The Democrats and Republicans in Congress who supported the appropriations language to expand H-2B wanted the number of H-2B visas to be much higher than 30,000, but did not want the accountability that comes with passing legislation through the regular committees of jurisdiction. Instead, they made a major change to U.S. immigration law, but in a way that avoids accountability: through a fly-by-night provision on a must-pass spending bill that has no identifiable author and without a full debate in Congress, where members would be accountable for their votes. They also failed to specify the level of increase they wanted for the H-2B program—passing the buck instead to the Trump administration by directing DHS to determine how many additional H-2B workers were appropriate—something DHS has objected to more than once.
The Democrats and Republicans who support an H-2B increase ultimately came together to ask for what they really wanted: a doubling of the H-2B program. Many signed a letter dated March 7, calling on DHS Secretary Kirstjen Nielsen to “use [her] authority to increase the number of H-2B visas to 135,320, the number available in FY 2007 when the Returning Worker Exemption was in force.” (The members of Congress got their numbers wrong; the number of visas issued in 2007 was was 129,547, as this report from the Congressional Research Service shows.) Secretary Nielsen and President Trump had the legal authority to reject Congress’s request and could have simply said “no” to expanding the H-2B program again, but they didn’t.

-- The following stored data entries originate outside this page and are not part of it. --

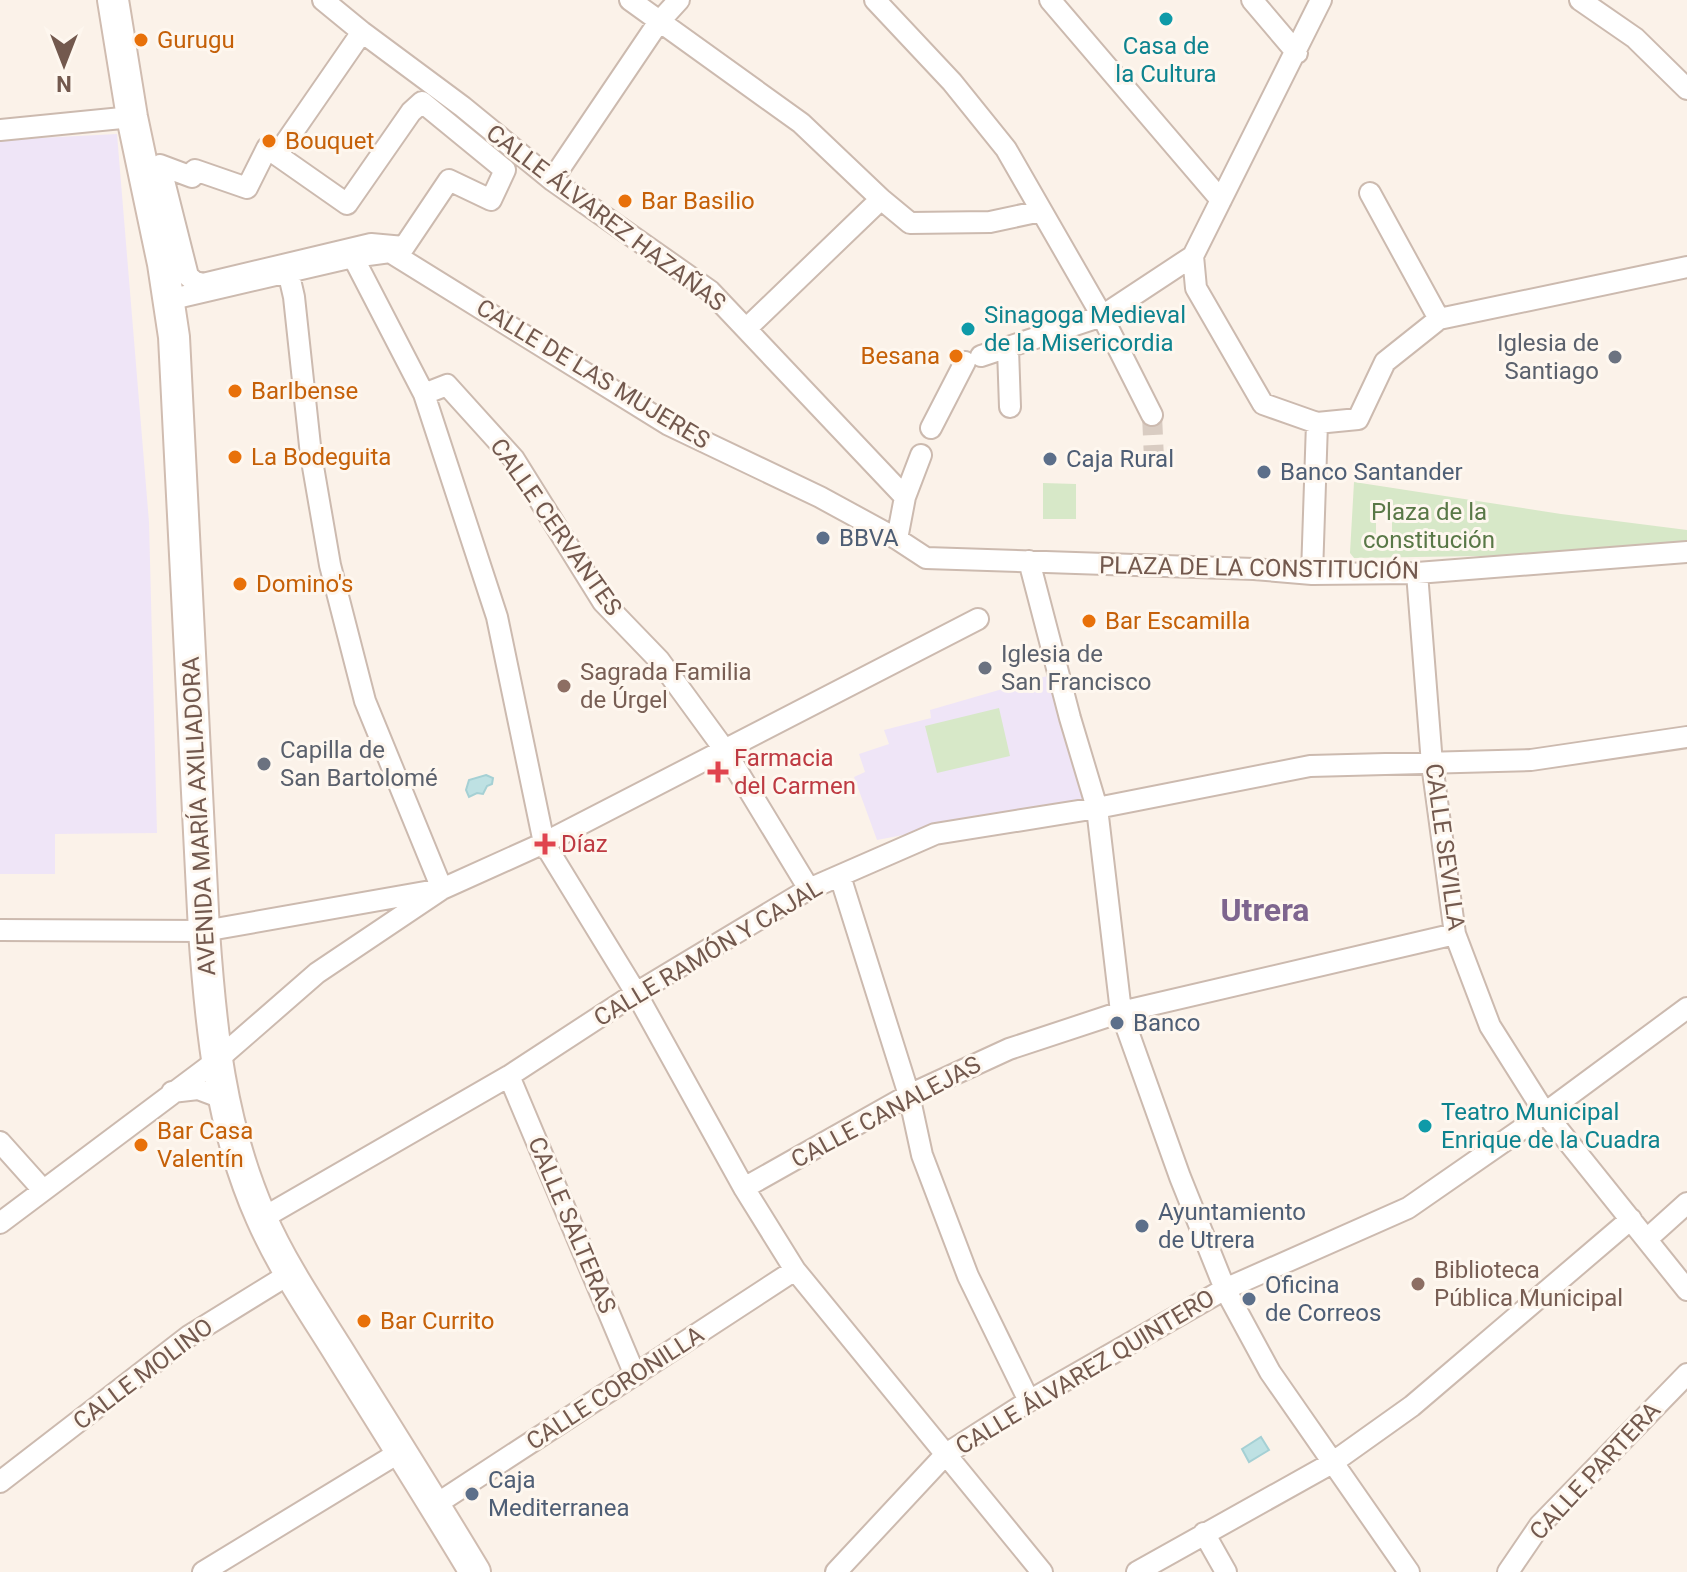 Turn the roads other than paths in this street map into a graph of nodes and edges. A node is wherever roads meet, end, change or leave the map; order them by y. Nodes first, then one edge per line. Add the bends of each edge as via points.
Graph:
1 (113, 0) edge
2 (323, 0) edge
3 (630, 0) edge
4 (679, 0) edge
5 (875, 0) edge
6 (1050, 0) edge
7 (1252, 0) edge
8 (1321, 0) edge
9 (1580, 0) edge
10 (658, 23) junction
11 (362, 32) junction
12 (1297, 53) junction
13 (1687, 89) edge
14 (132, 117) junction
15 (0, 130) edge
16 (277, 155) junction
17 (552, 180) junction
18 (1370, 193) dead end
19 (881, 199) junction
20 (1221, 200) junction
21 (1041, 211) junction
22 (1193, 256) junction
23 (353, 257) junction
24 (1687, 267) edge
25 (288, 271) junction
26 (168, 300) junction
27 (1102, 316) junction
28 (1439, 319) junction
29 (746, 329) junction
30 (1008, 349) junction
31 (424, 394) junction
32 (1010, 407) dead end
33 (1152, 415) tunnel mouth
34 (1317, 423) junction
35 (931, 428) dead end
36 (921, 455) dead end
37 (905, 497) junction
38 (897, 539) junction
39 (1687, 552) edge
40 (926, 558) joint
41 (1029, 561) junction
42 (1417, 573) junction
43 (1312, 574) junction
44 (978, 619) dead end
45 (1687, 737) edge
46 (724, 749) junction
47 (1432, 764) junction
48 (1097, 808) junction
49 (544, 843) junction
50 (840, 876) junction
51 (442, 889) junction
52 (809, 889) junction
53 (0, 930) edge
54 (204, 931) junction
55 (1455, 934) junction
56 (636, 993) junction
57 (1687, 1008) edge
58 (1121, 1012) junction
59 (220, 1057) junction
60 (509, 1076) junction
61 (172, 1092) junction
62 (909, 1095) junction
63 (222, 1098) junction
64 (1545, 1113) junction
65 (0, 1142) edge
66 (744, 1188) junction
67 (43, 1190) junction
68 (1687, 1203) edge
69 (261, 1219) junction
70 (1631, 1219) junction
71 (0, 1223) edge
72 (1647, 1239) junction
73 (795, 1270) junction
74 (291, 1273) junction
75 (1225, 1289) junction
76 (1687, 1290) edge
77 (1687, 1374) edge
78 (635, 1375) junction
79 (1029, 1401) junction
80 (400, 1452) junction
81 (946, 1454) junction
82 (1332, 1463) junction
83 (0, 1482) edge
84 (435, 1505) junction
85 (1204, 1533) junction
86 (203, 1572) edge
87 (475, 1572) edge
88 (836, 1572) edge
89 (1042, 1572) edge
90 (1137, 1572) edge
91 (1226, 1572) edge
92 (1409, 1572) edge
93 (1508, 1572) edge

1 - 14 street, AVENIDA MARÍA AXILIADORA
2 - 11 street, CALLE ÁLVAREZ HAZAÑAS
3 - 10 street
4 - 10 street
5 - 21 street via 997,138
6 - 20 street
7 - 12 street
8 - 12 street
9 - 13 street via 1635,38
10 - 17 street
10 - 19 street via 801,123
11 - 16 street
11 - 17 street, CALLE ÁLVAREZ HAZAÑAS
12 - 20 street
14 - 15 street
14 - 26 street, AVENIDA MARÍA AXILIADORA
16 - 16 street via 347,204 422,102 505,170 491,200 449,180 404,247 371,244 195,282 188,276 160,165 192,177 195,170 247,188 267,148
17 - 29 street, CALLE ÁLVAREZ HAZAÑAS via 710,291
18 - 28 street
19 - 21 street via 910,223 990,222
19 - 29 street
20 - 22 street
21 - 27 street
22 - 27 street
22 - 34 street via 1196,288 1263,404
23 - 25 street
23 - 31 street
23 - 38 street, CALLE DE LAS MUJERES via 390,252 669,425
24 - 28 street
25 - 26 street
25 - 51 street via 330,565 365,701
26 - 54 street, AVENIDA MARÍA AXILIADORA
27 - 30 street
27 - 33 street
28 - 34 street via 1385,362 1358,419
29 - 37 street, CALLE ÁLVAREZ HAZAÑAS
30 - 32 street
30 - 35 street via 973,359
31 - 46 street, CALLE CERVANTES via 447,385 514,459 603,602 659,660
31 - 49 street via 497,617
34 - 43 street
36 - 37 street
37 - 38 street
38 - 40 street, CALLE DE LAS MUJERES
39 - 42 street, PLAZA DE LA CONSTITUCIÓN
40 - 41 street, PLAZA DE LA CONSTITUCIÓN
41 - 43 street, PLAZA DE LA CONSTITUCIÓN
41 - 48 street
42 - 43 street, PLAZA DE LA CONSTITUCIÓN
42 - 47 street, CALLE SEVILLA
44 - 46 street
45 - 47 street, CALLE RAMÓN Y CAJAL via 1531,760
46 - 49 street
46 - 52 street, CALLE CERVANTES
47 - 48 street, CALLE RAMÓN Y CAJAL via 1310,766
47 - 55 street, CALLE SEVILLA
48 - 50 street, CALLE RAMÓN Y CAJAL via 935,834
48 - 58 street
49 - 51 street
49 - 56 street
50 - 52 street, CALLE RAMÓN Y CAJAL
50 - 62 street
51 - 54 street
51 - 59 street via 317,973
52 - 56 street, CALLE RAMÓN Y CAJAL
53 - 54 street
54 - 59 street, AVENIDA MARÍA AXILIADORA via 211,1025
55 - 58 street, CALLE CANALEJAS
55 - 64 street, CALLE SEVILLA via 1490,1026
56 - 60 street, CALLE RAMÓN Y CAJAL
56 - 66 street
57 - 64 street, CALLE ÁLVAREZ QUINTERO
58 - 62 street, CALLE CANALEJAS via 1009,1049
58 - 75 street
59 - 61 street
59 - 63 street, AVENIDA MARÍA AXILIADORA
60 - 69 street, CALLE RAMÓN Y CAJAL
60 - 78 street, CALLE SALTERAS
61 - 63 street via 198,1089
61 - 67 street
62 - 66 street, CALLE CANALEJAS
62 - 79 street via 922,1155 968,1276
63 - 69 street, AVENIDA MARÍA AXILIADORA
64 - 70 street, CALLE SEVILLA
64 - 75 street, CALLE ÁLVAREZ QUINTERO via 1408,1208
65 - 67 street
66 - 73 street
67 - 71 street
68 - 72 street
69 - 74 street, AVENIDA MARÍA AXILIADORA
70 - 72 street, CALLE SEVILLA
70 - 82 street via 1412,1406
72 - 76 street, CALLE SEVILLA
73 - 78 street, CALLE CORONILLA
73 - 81 street
74 - 80 street, AVENIDA MARÍA AXILIADORA
74 - 83 street, CALLE MOLINO via 189,1336
75 - 79 street, CALLE ÁLVAREZ QUINTERO
75 - 82 street via 1270,1372
77 - 93 street, CALLE PARTERA via 1540,1525
78 - 84 street, CALLE CORONILLA
79 - 81 street, CALLE ÁLVAREZ QUINTERO
80 - 84 street, AVENIDA MARÍA AXILIADORA
80 - 86 street
81 - 88 street, CALLE ÁLVAREZ QUINTERO
81 - 89 street
82 - 85 street
82 - 92 street
84 - 87 street, AVENIDA MARÍA AXILIADORA
85 - 90 street
85 - 91 street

It’s important to point out Trump’s glaring contradiction here: He’s taken extreme actions to expel immigrants from the United States or keep them out, including by building a border wall and making it more difficult to request asylum, but doesn’t seem to mind letting migrants enter the country if they’re coming for the explicit purpose of being taken advantage of by employers. Trump himself has first-hand experience with exploitable migrant workers: his companies have long employed both H-2B workers and undocumented workers. As the New York Times and Washington Post have reported, Trump’s companies have bypassed the local workforce, sometimes requiring them to “apply by fax,” because they prefer to hire H-2B workers. Trump’s golf courses have also retaliated against their undocumented employees by firing them after they spoke out about Trump’s hypocrisy.
It’s unfortunate that Democratic and Republican members of Congress and President Trump could not come together to reform the H-2B program in a positive way that uplifts labor standards and provides migrant workers with a decent opportunity to be paid fairly, have a path to citizenship, and ultimately, improve their lives. Instead, they decided that that what America really needs are more underpaid workers who employers can exploit.